- YOUR ASSIGNMENT -
What lines in the following entries hold the word "roads"? Copy each one.

- DATA LISTING -
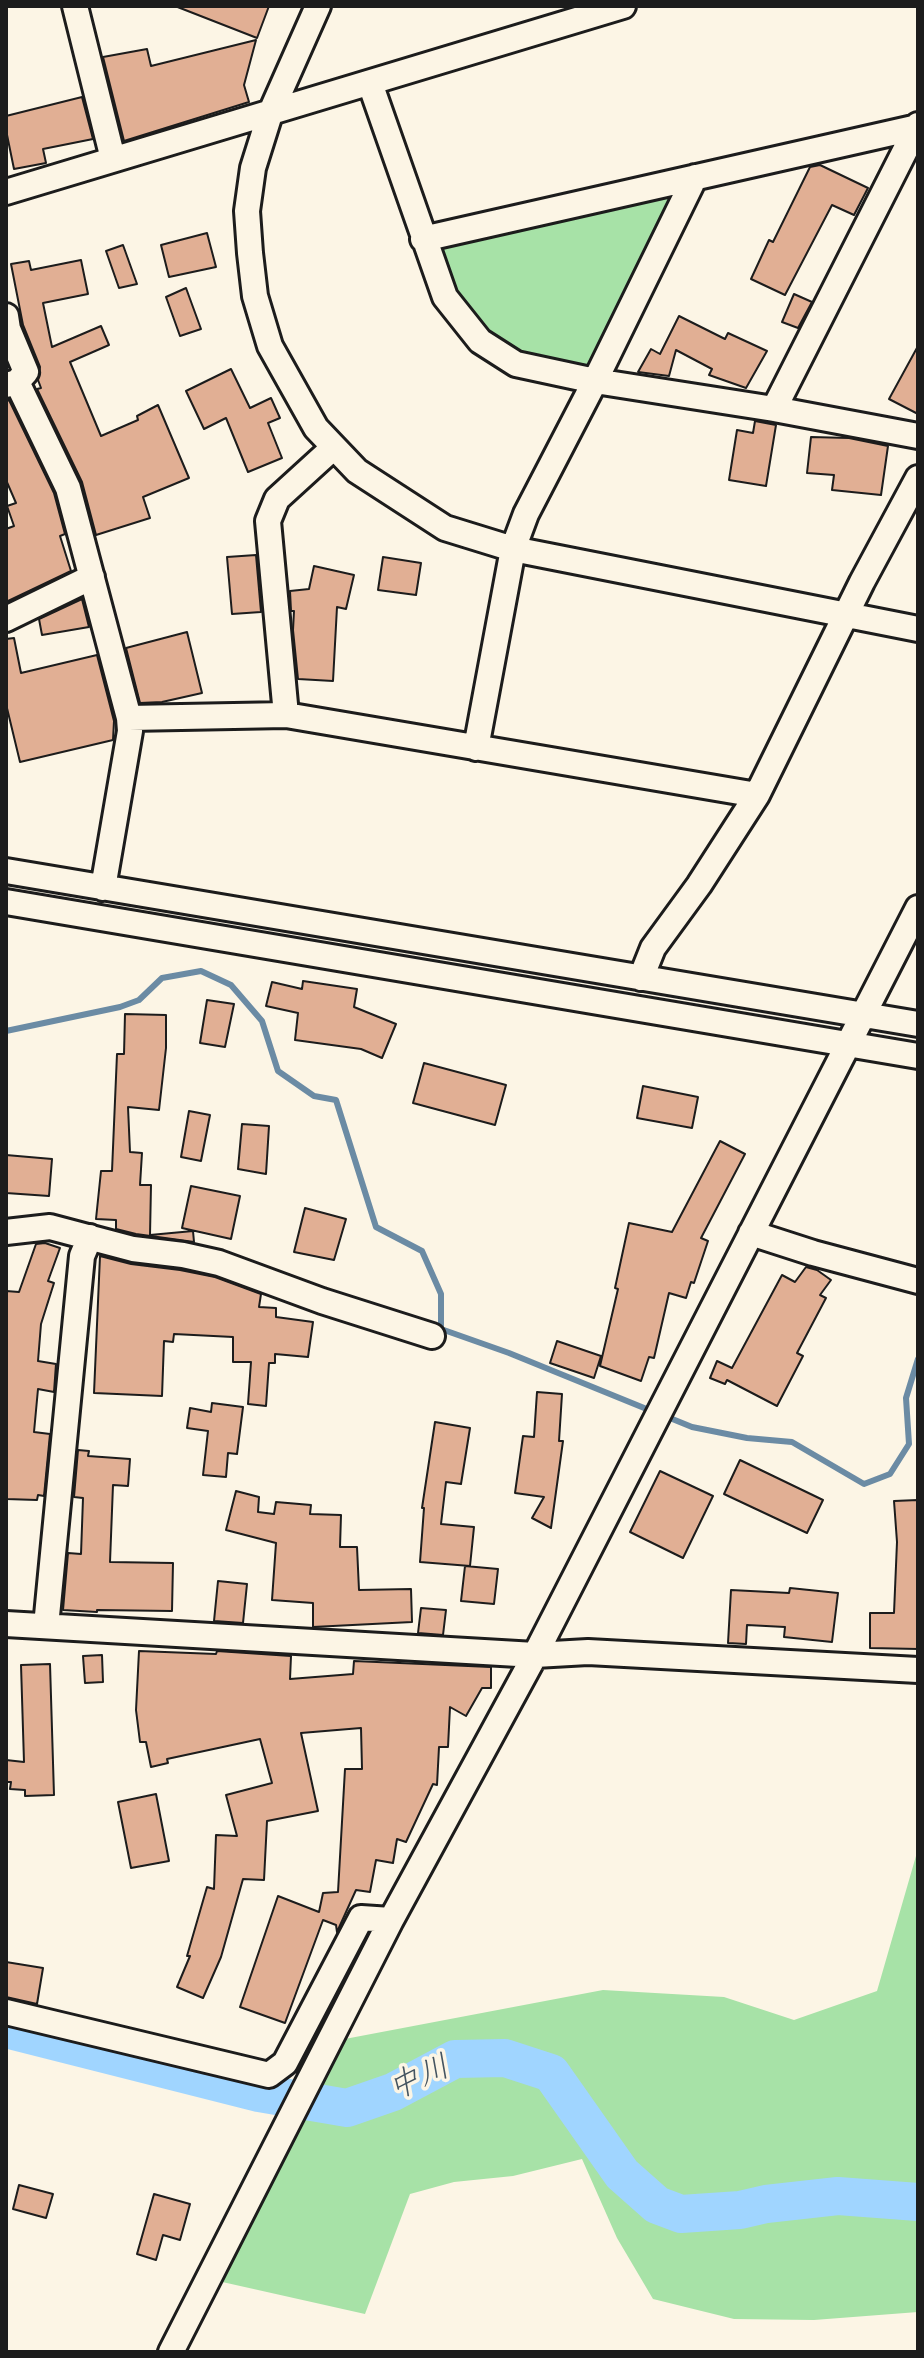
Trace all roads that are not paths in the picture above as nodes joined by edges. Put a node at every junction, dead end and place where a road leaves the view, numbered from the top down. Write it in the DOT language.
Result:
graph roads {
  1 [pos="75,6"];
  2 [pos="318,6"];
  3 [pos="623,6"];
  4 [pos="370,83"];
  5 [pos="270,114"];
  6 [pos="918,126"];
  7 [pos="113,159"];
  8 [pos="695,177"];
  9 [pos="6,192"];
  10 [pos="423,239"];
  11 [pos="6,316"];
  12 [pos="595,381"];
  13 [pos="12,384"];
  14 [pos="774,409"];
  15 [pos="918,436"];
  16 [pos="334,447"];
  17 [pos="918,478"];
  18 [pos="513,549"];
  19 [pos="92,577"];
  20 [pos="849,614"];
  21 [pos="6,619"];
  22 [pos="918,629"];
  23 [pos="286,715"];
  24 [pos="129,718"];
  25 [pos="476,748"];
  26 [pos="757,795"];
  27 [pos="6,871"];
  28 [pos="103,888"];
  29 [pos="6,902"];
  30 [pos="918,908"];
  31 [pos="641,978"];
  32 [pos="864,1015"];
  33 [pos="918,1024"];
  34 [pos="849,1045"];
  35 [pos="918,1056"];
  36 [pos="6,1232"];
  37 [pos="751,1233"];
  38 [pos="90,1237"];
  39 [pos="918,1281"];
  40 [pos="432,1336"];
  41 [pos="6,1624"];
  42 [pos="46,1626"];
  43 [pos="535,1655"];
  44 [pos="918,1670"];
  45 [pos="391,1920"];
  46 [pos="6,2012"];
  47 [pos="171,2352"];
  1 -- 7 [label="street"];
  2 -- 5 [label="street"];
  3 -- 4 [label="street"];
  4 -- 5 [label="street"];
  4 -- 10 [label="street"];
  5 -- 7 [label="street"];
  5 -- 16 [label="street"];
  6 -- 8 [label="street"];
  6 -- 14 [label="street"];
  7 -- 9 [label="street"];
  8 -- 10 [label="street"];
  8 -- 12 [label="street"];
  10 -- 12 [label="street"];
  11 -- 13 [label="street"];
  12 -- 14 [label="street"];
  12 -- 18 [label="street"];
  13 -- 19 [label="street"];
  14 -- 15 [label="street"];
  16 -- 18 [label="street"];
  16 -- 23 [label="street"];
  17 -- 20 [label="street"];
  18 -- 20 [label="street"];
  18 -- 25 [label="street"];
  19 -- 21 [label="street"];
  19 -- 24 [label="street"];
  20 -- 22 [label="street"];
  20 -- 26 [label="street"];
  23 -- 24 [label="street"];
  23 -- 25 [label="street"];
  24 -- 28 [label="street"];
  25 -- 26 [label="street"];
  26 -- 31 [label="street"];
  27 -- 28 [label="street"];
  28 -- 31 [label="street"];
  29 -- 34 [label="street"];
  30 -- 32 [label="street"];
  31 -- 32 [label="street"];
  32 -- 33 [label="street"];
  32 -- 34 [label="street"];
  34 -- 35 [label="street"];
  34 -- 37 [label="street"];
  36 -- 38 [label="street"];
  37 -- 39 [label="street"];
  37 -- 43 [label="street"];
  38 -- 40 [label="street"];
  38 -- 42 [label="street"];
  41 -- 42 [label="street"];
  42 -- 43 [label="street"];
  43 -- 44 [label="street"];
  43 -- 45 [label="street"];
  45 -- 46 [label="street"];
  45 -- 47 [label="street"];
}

- YOUR SOLUTION -
Trace all roads that are not paths in the picture above as nodes joined by edges. Put a node at every junction, dead end and place where a road leaves the view, numbered from the top down. Write it in the DOT language.
graph roads {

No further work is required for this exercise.